* **Work task**
Transcribe every entry that follows exactly, omitting all pictures.

* **Records for processing**
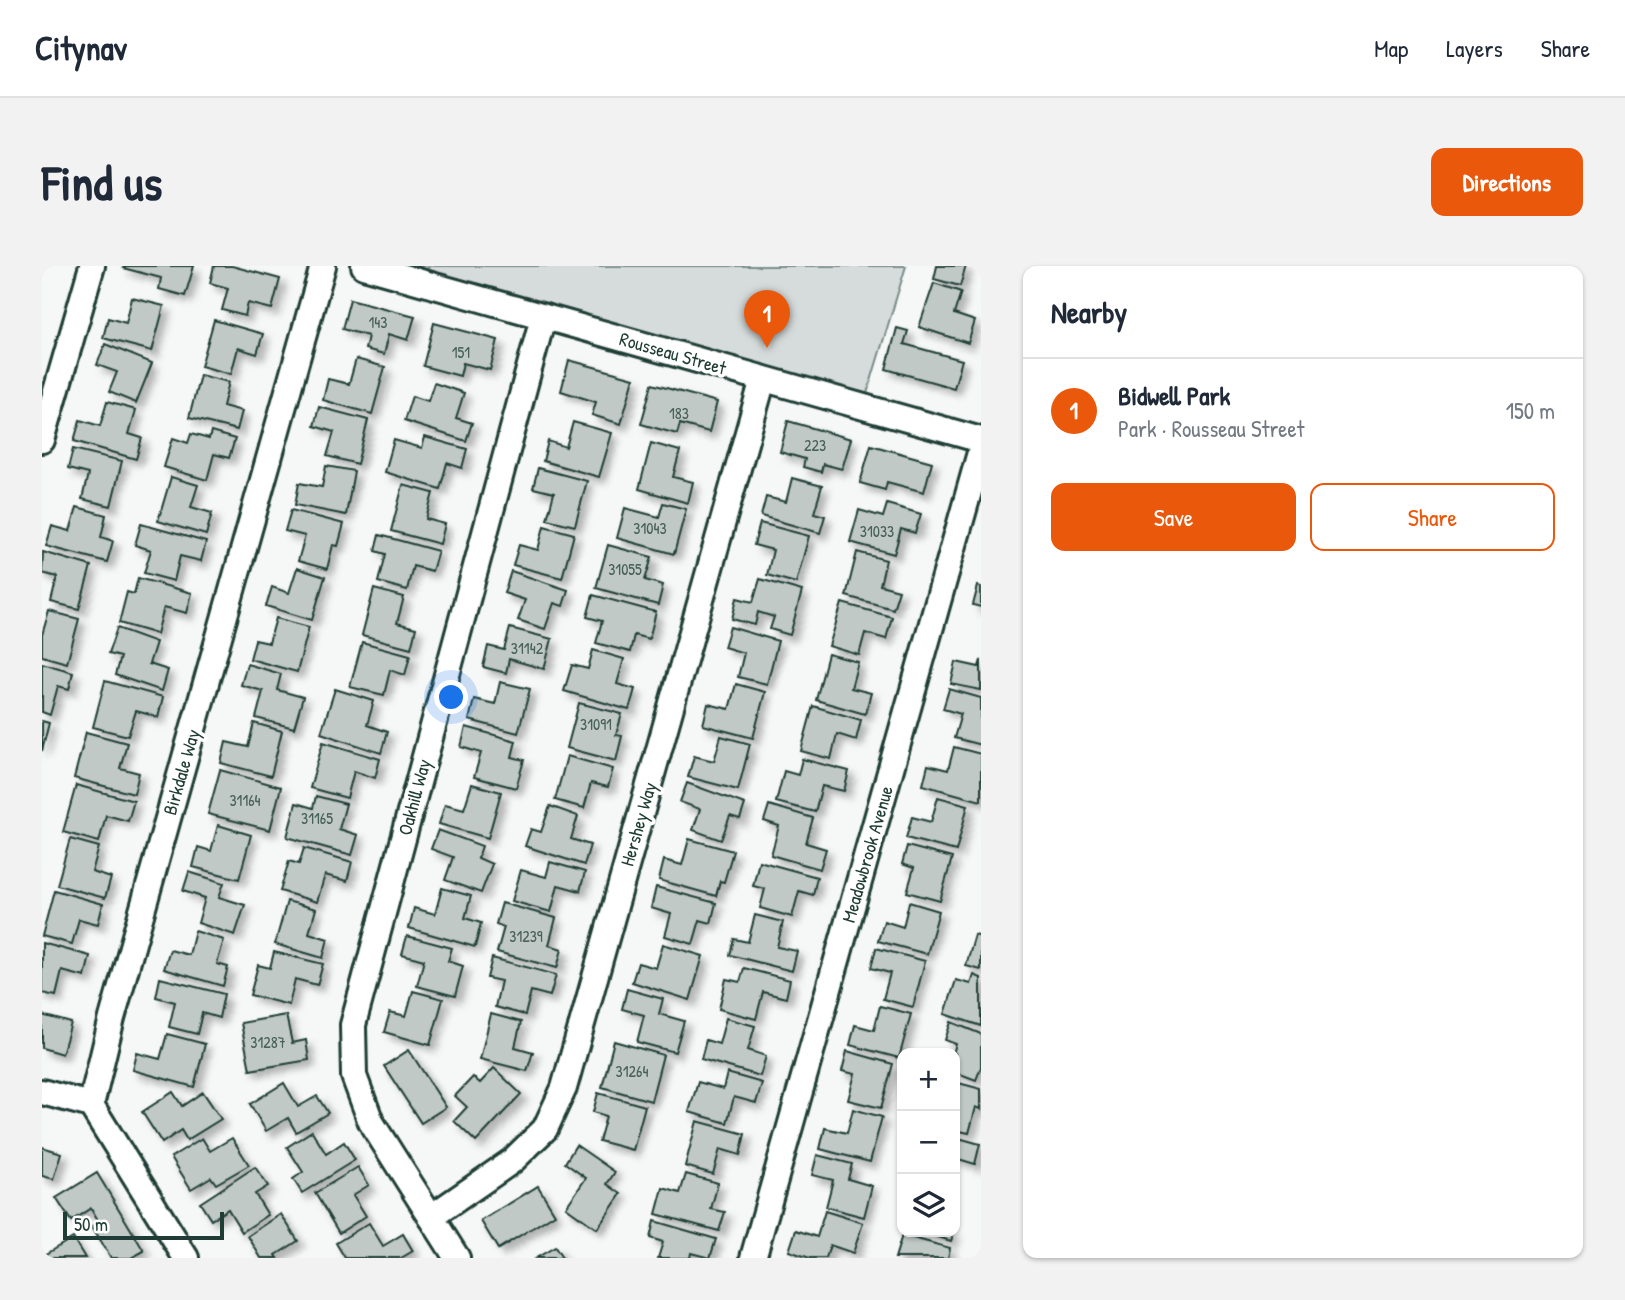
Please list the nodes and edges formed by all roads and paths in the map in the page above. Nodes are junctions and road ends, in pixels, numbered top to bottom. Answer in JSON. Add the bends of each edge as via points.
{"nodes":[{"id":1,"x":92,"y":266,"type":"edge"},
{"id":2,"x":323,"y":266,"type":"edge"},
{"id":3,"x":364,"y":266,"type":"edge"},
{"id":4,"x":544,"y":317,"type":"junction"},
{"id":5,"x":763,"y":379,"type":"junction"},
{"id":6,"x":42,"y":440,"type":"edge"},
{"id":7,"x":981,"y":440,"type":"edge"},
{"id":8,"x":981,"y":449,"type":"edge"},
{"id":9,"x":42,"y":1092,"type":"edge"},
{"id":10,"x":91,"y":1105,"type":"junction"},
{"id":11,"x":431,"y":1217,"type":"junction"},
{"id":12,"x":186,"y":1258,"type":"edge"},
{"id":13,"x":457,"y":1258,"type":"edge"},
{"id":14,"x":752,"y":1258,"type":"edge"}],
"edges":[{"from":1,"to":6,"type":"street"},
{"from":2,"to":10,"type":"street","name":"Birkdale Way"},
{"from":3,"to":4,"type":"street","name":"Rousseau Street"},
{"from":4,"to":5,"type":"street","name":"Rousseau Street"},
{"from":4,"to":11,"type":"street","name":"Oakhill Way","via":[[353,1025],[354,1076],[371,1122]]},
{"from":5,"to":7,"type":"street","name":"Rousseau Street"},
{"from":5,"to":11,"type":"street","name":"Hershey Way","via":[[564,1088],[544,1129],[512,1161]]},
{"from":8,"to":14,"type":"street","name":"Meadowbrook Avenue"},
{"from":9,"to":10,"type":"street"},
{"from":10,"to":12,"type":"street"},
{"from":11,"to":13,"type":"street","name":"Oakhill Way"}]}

* **Answer to this problem**
Please list the nodes and edges formed by all roads and paths in the map in the page above. Nodes are junctions and road ends, in pixels, numbered top to bottom. Answer in JSON. Add the bends of each edge as via points.
{"nodes":[{"id":1,"x":92,"y":266,"type":"edge"},
{"id":2,"x":323,"y":266,"type":"edge"},
{"id":3,"x":364,"y":266,"type":"edge"},
{"id":4,"x":544,"y":317,"type":"junction"},
{"id":5,"x":763,"y":379,"type":"junction"},
{"id":6,"x":42,"y":440,"type":"edge"},
{"id":7,"x":981,"y":440,"type":"edge"},
{"id":8,"x":981,"y":449,"type":"edge"},
{"id":9,"x":42,"y":1092,"type":"edge"},
{"id":10,"x":91,"y":1105,"type":"junction"},
{"id":11,"x":431,"y":1217,"type":"junction"},
{"id":12,"x":186,"y":1258,"type":"edge"},
{"id":13,"x":457,"y":1258,"type":"edge"},
{"id":14,"x":752,"y":1258,"type":"edge"}],
"edges":[{"from":1,"to":6,"type":"street"},
{"from":2,"to":10,"type":"street","name":"Birkdale Way"},
{"from":3,"to":4,"type":"street","name":"Rousseau Street"},
{"from":4,"to":5,"type":"street","name":"Rousseau Street"},
{"from":4,"to":11,"type":"street","name":"Oakhill Way","via":[[353,1025],[354,1076],[371,1122]]},
{"from":5,"to":7,"type":"street","name":"Rousseau Street"},
{"from":5,"to":11,"type":"street","name":"Hershey Way","via":[[564,1088],[544,1129],[512,1161]]},
{"from":8,"to":14,"type":"street","name":"Meadowbrook Avenue"},
{"from":9,"to":10,"type":"street"},
{"from":10,"to":12,"type":"street"},
{"from":11,"to":13,"type":"street","name":"Oakhill Way"}]}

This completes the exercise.